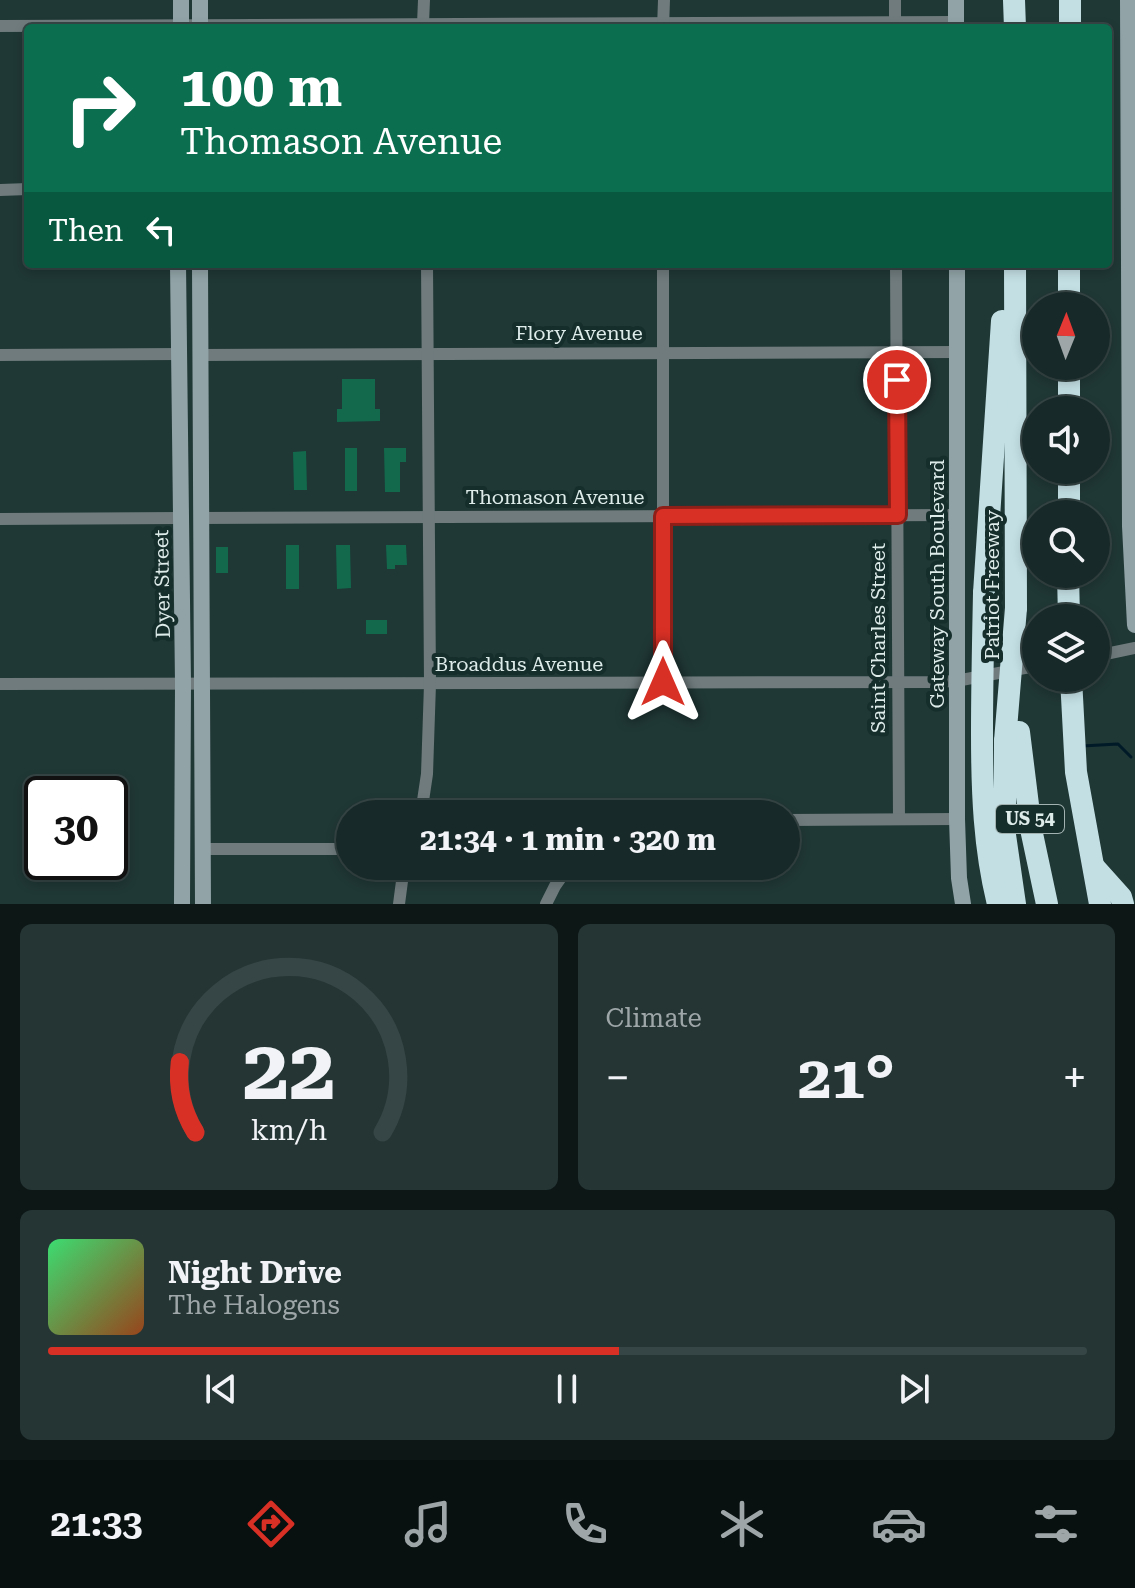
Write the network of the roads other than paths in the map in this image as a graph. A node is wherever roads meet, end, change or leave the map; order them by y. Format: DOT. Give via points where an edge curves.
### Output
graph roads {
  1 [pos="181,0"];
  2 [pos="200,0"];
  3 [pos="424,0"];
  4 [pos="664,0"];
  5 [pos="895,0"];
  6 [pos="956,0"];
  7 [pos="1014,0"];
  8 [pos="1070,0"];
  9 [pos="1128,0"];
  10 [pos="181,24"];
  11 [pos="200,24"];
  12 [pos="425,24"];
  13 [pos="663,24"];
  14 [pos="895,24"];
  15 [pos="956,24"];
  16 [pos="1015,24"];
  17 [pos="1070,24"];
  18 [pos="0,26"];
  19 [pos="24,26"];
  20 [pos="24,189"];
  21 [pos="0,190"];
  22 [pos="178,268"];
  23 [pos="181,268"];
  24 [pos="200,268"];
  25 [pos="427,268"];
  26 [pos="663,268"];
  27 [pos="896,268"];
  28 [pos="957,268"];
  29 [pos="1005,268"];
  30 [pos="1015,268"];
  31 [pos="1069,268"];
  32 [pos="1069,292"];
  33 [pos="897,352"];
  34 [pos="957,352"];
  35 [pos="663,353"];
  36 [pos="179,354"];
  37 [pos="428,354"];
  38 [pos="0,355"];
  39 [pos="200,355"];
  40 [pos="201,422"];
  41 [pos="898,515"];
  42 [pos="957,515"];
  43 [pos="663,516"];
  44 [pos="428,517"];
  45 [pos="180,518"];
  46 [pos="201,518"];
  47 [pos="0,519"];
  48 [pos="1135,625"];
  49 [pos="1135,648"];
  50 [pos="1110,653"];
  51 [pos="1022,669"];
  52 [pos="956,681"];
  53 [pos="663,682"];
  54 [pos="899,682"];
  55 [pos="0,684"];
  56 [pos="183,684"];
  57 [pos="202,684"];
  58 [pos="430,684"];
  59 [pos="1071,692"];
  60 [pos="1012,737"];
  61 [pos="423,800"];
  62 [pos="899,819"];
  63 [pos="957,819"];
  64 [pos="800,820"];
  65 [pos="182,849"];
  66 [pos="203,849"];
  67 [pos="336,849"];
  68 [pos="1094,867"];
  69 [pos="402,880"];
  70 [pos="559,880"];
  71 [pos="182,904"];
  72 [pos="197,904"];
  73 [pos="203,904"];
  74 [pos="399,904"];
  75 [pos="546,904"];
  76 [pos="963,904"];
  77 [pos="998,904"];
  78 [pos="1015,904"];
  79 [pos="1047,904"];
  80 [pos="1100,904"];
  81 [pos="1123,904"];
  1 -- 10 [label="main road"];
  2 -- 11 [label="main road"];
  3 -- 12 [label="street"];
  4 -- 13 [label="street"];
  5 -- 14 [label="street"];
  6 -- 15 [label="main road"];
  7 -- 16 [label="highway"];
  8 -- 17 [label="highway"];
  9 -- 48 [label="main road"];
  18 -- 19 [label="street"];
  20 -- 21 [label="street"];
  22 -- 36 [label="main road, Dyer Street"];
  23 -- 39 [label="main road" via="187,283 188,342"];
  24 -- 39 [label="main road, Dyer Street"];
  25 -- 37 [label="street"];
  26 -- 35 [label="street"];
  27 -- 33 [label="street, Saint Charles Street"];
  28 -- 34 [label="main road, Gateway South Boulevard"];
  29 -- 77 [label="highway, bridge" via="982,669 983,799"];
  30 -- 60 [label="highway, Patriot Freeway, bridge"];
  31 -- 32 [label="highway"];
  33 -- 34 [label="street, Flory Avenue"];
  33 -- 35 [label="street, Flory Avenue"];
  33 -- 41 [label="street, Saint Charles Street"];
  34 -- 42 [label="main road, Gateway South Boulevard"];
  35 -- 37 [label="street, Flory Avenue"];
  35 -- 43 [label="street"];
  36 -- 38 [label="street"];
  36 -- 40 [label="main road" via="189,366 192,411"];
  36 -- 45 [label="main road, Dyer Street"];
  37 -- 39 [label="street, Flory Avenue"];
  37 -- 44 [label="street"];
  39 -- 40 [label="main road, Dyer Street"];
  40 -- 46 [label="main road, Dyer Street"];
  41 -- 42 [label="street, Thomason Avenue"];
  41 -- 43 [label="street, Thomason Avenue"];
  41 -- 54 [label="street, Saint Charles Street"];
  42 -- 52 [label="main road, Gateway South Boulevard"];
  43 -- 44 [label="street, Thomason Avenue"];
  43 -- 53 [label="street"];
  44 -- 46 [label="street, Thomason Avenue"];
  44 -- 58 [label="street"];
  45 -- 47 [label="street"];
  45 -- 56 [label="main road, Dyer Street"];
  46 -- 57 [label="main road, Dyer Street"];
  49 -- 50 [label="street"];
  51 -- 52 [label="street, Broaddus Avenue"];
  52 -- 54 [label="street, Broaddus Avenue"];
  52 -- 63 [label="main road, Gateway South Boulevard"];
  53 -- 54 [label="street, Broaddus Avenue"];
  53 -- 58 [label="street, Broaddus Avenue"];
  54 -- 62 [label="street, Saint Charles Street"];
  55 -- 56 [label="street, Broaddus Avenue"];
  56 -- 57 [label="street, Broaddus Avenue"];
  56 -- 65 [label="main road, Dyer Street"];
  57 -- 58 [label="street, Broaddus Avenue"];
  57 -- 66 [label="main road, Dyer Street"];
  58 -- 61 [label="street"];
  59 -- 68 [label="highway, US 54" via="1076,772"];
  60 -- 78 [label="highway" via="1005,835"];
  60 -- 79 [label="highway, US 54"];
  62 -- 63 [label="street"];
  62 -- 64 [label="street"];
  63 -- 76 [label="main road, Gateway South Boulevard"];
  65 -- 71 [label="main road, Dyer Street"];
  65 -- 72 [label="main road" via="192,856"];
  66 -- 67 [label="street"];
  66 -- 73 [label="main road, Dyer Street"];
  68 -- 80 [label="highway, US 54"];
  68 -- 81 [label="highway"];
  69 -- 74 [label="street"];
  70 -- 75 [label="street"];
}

○ ○ ○ ○ ○ ○ ○

◆ INSTRUCTIONS FOR THE TASK ◆
Every line of the data above that includes "Dyer" should be listed.

◆ SOLUTION TO THIS TASK ◆
  22 -- 36 [label="main road, Dyer Street"];
  24 -- 39 [label="main road, Dyer Street"];
  36 -- 45 [label="main road, Dyer Street"];
  39 -- 40 [label="main road, Dyer Street"];
  40 -- 46 [label="main road, Dyer Street"];
  45 -- 56 [label="main road, Dyer Street"];
  46 -- 57 [label="main road, Dyer Street"];
  56 -- 65 [label="main road, Dyer Street"];
  57 -- 66 [label="main road, Dyer Street"];
  65 -- 71 [label="main road, Dyer Street"];
  66 -- 73 [label="main road, Dyer Street"];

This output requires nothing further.